START Source material

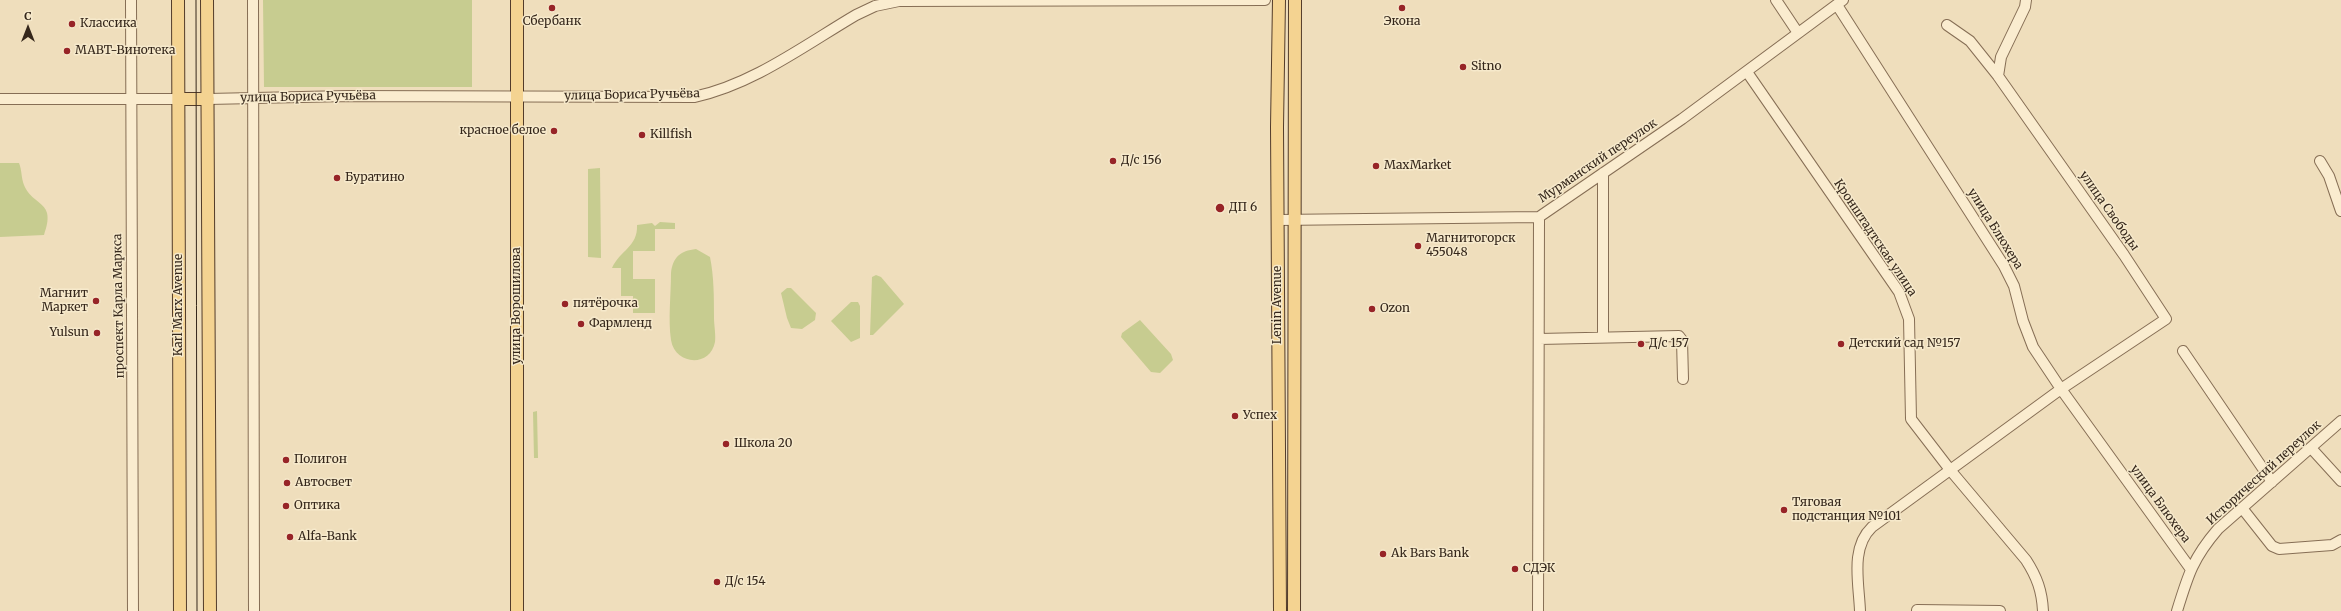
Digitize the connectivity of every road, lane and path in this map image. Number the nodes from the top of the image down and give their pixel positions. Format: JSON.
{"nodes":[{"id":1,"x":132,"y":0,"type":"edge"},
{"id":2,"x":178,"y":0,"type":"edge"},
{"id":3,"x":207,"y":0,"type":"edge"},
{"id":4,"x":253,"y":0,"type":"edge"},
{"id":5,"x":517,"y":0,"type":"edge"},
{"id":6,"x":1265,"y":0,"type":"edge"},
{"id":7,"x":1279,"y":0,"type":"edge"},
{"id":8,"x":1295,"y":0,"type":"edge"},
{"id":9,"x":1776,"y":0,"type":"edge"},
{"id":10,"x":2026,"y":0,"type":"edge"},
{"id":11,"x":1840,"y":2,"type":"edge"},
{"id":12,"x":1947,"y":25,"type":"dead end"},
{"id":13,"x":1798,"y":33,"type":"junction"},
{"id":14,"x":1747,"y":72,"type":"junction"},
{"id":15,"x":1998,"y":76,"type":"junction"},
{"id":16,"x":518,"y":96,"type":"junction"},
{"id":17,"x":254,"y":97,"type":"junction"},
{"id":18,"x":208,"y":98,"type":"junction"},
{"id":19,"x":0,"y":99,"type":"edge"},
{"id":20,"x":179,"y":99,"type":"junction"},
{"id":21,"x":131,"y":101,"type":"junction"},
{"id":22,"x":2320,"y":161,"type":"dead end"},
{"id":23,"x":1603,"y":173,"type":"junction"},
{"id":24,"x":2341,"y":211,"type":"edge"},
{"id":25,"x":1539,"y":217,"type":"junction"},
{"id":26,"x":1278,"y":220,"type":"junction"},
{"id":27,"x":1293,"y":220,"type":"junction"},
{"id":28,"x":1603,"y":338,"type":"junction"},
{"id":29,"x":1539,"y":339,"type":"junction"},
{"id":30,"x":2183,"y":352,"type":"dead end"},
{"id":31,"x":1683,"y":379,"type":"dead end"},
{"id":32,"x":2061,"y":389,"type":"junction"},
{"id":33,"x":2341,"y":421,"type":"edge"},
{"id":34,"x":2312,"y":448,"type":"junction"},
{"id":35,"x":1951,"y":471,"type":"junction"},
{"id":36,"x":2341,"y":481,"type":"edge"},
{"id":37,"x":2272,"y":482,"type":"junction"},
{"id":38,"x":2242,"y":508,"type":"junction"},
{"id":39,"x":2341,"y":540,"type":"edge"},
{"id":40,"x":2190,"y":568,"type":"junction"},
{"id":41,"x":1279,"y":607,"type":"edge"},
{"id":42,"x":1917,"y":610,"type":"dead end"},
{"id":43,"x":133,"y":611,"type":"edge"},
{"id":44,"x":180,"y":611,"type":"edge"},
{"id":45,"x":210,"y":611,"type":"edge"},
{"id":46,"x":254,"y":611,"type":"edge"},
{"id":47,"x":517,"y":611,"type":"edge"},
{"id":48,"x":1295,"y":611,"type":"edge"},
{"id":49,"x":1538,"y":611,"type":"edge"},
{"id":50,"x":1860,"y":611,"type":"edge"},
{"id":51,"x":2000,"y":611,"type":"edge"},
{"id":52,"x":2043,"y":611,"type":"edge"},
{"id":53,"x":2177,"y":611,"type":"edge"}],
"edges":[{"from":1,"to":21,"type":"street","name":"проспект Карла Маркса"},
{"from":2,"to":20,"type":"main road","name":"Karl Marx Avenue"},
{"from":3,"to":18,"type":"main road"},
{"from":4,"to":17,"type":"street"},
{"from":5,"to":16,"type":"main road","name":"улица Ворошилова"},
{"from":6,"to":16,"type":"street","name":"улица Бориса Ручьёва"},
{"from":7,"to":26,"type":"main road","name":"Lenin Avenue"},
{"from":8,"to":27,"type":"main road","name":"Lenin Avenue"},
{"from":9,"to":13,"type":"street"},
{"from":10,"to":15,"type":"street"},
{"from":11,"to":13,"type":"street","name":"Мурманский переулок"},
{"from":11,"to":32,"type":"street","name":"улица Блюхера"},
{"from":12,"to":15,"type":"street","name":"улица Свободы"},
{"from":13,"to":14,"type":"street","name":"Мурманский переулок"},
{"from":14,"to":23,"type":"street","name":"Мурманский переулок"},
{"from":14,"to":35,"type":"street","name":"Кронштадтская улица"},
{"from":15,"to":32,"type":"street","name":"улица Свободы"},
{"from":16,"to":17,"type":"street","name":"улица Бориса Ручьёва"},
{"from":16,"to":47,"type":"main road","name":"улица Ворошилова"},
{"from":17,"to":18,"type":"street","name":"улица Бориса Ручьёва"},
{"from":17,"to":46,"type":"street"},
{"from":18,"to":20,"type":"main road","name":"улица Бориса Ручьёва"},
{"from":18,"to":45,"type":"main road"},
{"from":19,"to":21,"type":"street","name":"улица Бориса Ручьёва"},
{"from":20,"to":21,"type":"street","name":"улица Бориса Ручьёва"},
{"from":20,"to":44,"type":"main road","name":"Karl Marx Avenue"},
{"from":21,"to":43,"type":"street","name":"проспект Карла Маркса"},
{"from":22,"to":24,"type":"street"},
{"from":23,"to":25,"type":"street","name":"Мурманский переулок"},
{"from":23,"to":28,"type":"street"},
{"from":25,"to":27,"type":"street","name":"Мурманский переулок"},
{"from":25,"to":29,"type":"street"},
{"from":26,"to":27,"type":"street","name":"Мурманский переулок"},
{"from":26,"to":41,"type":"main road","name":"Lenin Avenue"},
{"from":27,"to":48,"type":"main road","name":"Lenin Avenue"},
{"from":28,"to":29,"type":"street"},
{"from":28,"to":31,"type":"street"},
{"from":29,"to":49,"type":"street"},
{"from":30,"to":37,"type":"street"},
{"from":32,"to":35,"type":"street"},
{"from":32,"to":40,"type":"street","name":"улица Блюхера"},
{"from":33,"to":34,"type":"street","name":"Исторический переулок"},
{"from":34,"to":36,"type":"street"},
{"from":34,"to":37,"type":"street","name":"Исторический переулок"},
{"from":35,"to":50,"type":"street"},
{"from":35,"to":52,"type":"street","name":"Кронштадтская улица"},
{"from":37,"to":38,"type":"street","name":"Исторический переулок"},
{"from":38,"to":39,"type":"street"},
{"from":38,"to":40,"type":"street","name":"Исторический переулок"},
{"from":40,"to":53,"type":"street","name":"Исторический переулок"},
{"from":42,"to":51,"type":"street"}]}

END Source material

**Exercise prompt**
Without including any picture, set down every line above exactly as it stands.

**Solved exercise**
Digitize the connectivity of every road, lane and path in this map image. Number the nodes from the top of the image down and give their pixel positions. Format: JSON.
{"nodes":[{"id":1,"x":132,"y":0,"type":"edge"},
{"id":2,"x":178,"y":0,"type":"edge"},
{"id":3,"x":207,"y":0,"type":"edge"},
{"id":4,"x":253,"y":0,"type":"edge"},
{"id":5,"x":517,"y":0,"type":"edge"},
{"id":6,"x":1265,"y":0,"type":"edge"},
{"id":7,"x":1279,"y":0,"type":"edge"},
{"id":8,"x":1295,"y":0,"type":"edge"},
{"id":9,"x":1776,"y":0,"type":"edge"},
{"id":10,"x":2026,"y":0,"type":"edge"},
{"id":11,"x":1840,"y":2,"type":"edge"},
{"id":12,"x":1947,"y":25,"type":"dead end"},
{"id":13,"x":1798,"y":33,"type":"junction"},
{"id":14,"x":1747,"y":72,"type":"junction"},
{"id":15,"x":1998,"y":76,"type":"junction"},
{"id":16,"x":518,"y":96,"type":"junction"},
{"id":17,"x":254,"y":97,"type":"junction"},
{"id":18,"x":208,"y":98,"type":"junction"},
{"id":19,"x":0,"y":99,"type":"edge"},
{"id":20,"x":179,"y":99,"type":"junction"},
{"id":21,"x":131,"y":101,"type":"junction"},
{"id":22,"x":2320,"y":161,"type":"dead end"},
{"id":23,"x":1603,"y":173,"type":"junction"},
{"id":24,"x":2341,"y":211,"type":"edge"},
{"id":25,"x":1539,"y":217,"type":"junction"},
{"id":26,"x":1278,"y":220,"type":"junction"},
{"id":27,"x":1293,"y":220,"type":"junction"},
{"id":28,"x":1603,"y":338,"type":"junction"},
{"id":29,"x":1539,"y":339,"type":"junction"},
{"id":30,"x":2183,"y":352,"type":"dead end"},
{"id":31,"x":1683,"y":379,"type":"dead end"},
{"id":32,"x":2061,"y":389,"type":"junction"},
{"id":33,"x":2341,"y":421,"type":"edge"},
{"id":34,"x":2312,"y":448,"type":"junction"},
{"id":35,"x":1951,"y":471,"type":"junction"},
{"id":36,"x":2341,"y":481,"type":"edge"},
{"id":37,"x":2272,"y":482,"type":"junction"},
{"id":38,"x":2242,"y":508,"type":"junction"},
{"id":39,"x":2341,"y":540,"type":"edge"},
{"id":40,"x":2190,"y":568,"type":"junction"},
{"id":41,"x":1279,"y":607,"type":"edge"},
{"id":42,"x":1917,"y":610,"type":"dead end"},
{"id":43,"x":133,"y":611,"type":"edge"},
{"id":44,"x":180,"y":611,"type":"edge"},
{"id":45,"x":210,"y":611,"type":"edge"},
{"id":46,"x":254,"y":611,"type":"edge"},
{"id":47,"x":517,"y":611,"type":"edge"},
{"id":48,"x":1295,"y":611,"type":"edge"},
{"id":49,"x":1538,"y":611,"type":"edge"},
{"id":50,"x":1860,"y":611,"type":"edge"},
{"id":51,"x":2000,"y":611,"type":"edge"},
{"id":52,"x":2043,"y":611,"type":"edge"},
{"id":53,"x":2177,"y":611,"type":"edge"}],
"edges":[{"from":1,"to":21,"type":"street","name":"проспект Карла Маркса"},
{"from":2,"to":20,"type":"main road","name":"Karl Marx Avenue"},
{"from":3,"to":18,"type":"main road"},
{"from":4,"to":17,"type":"street"},
{"from":5,"to":16,"type":"main road","name":"улица Ворошилова"},
{"from":6,"to":16,"type":"street","name":"улица Бориса Ручьёва"},
{"from":7,"to":26,"type":"main road","name":"Lenin Avenue"},
{"from":8,"to":27,"type":"main road","name":"Lenin Avenue"},
{"from":9,"to":13,"type":"street"},
{"from":10,"to":15,"type":"street"},
{"from":11,"to":13,"type":"street","name":"Мурманский переулок"},
{"from":11,"to":32,"type":"street","name":"улица Блюхера"},
{"from":12,"to":15,"type":"street","name":"улица Свободы"},
{"from":13,"to":14,"type":"street","name":"Мурманский переулок"},
{"from":14,"to":23,"type":"street","name":"Мурманский переулок"},
{"from":14,"to":35,"type":"street","name":"Кронштадтская улица"},
{"from":15,"to":32,"type":"street","name":"улица Свободы"},
{"from":16,"to":17,"type":"street","name":"улица Бориса Ручьёва"},
{"from":16,"to":47,"type":"main road","name":"улица Ворошилова"},
{"from":17,"to":18,"type":"street","name":"улица Бориса Ручьёва"},
{"from":17,"to":46,"type":"street"},
{"from":18,"to":20,"type":"main road","name":"улица Бориса Ручьёва"},
{"from":18,"to":45,"type":"main road"},
{"from":19,"to":21,"type":"street","name":"улица Бориса Ручьёва"},
{"from":20,"to":21,"type":"street","name":"улица Бориса Ручьёва"},
{"from":20,"to":44,"type":"main road","name":"Karl Marx Avenue"},
{"from":21,"to":43,"type":"street","name":"проспект Карла Маркса"},
{"from":22,"to":24,"type":"street"},
{"from":23,"to":25,"type":"street","name":"Мурманский переулок"},
{"from":23,"to":28,"type":"street"},
{"from":25,"to":27,"type":"street","name":"Мурманский переулок"},
{"from":25,"to":29,"type":"street"},
{"from":26,"to":27,"type":"street","name":"Мурманский переулок"},
{"from":26,"to":41,"type":"main road","name":"Lenin Avenue"},
{"from":27,"to":48,"type":"main road","name":"Lenin Avenue"},
{"from":28,"to":29,"type":"street"},
{"from":28,"to":31,"type":"street"},
{"from":29,"to":49,"type":"street"},
{"from":30,"to":37,"type":"street"},
{"from":32,"to":35,"type":"street"},
{"from":32,"to":40,"type":"street","name":"улица Блюхера"},
{"from":33,"to":34,"type":"street","name":"Исторический переулок"},
{"from":34,"to":36,"type":"street"},
{"from":34,"to":37,"type":"street","name":"Исторический переулок"},
{"from":35,"to":50,"type":"street"},
{"from":35,"to":52,"type":"street","name":"Кронштадтская улица"},
{"from":37,"to":38,"type":"street","name":"Исторический переулок"},
{"from":38,"to":39,"type":"street"},
{"from":38,"to":40,"type":"street","name":"Исторический переулок"},
{"from":40,"to":53,"type":"street","name":"Исторический переулок"},
{"from":42,"to":51,"type":"street"}]}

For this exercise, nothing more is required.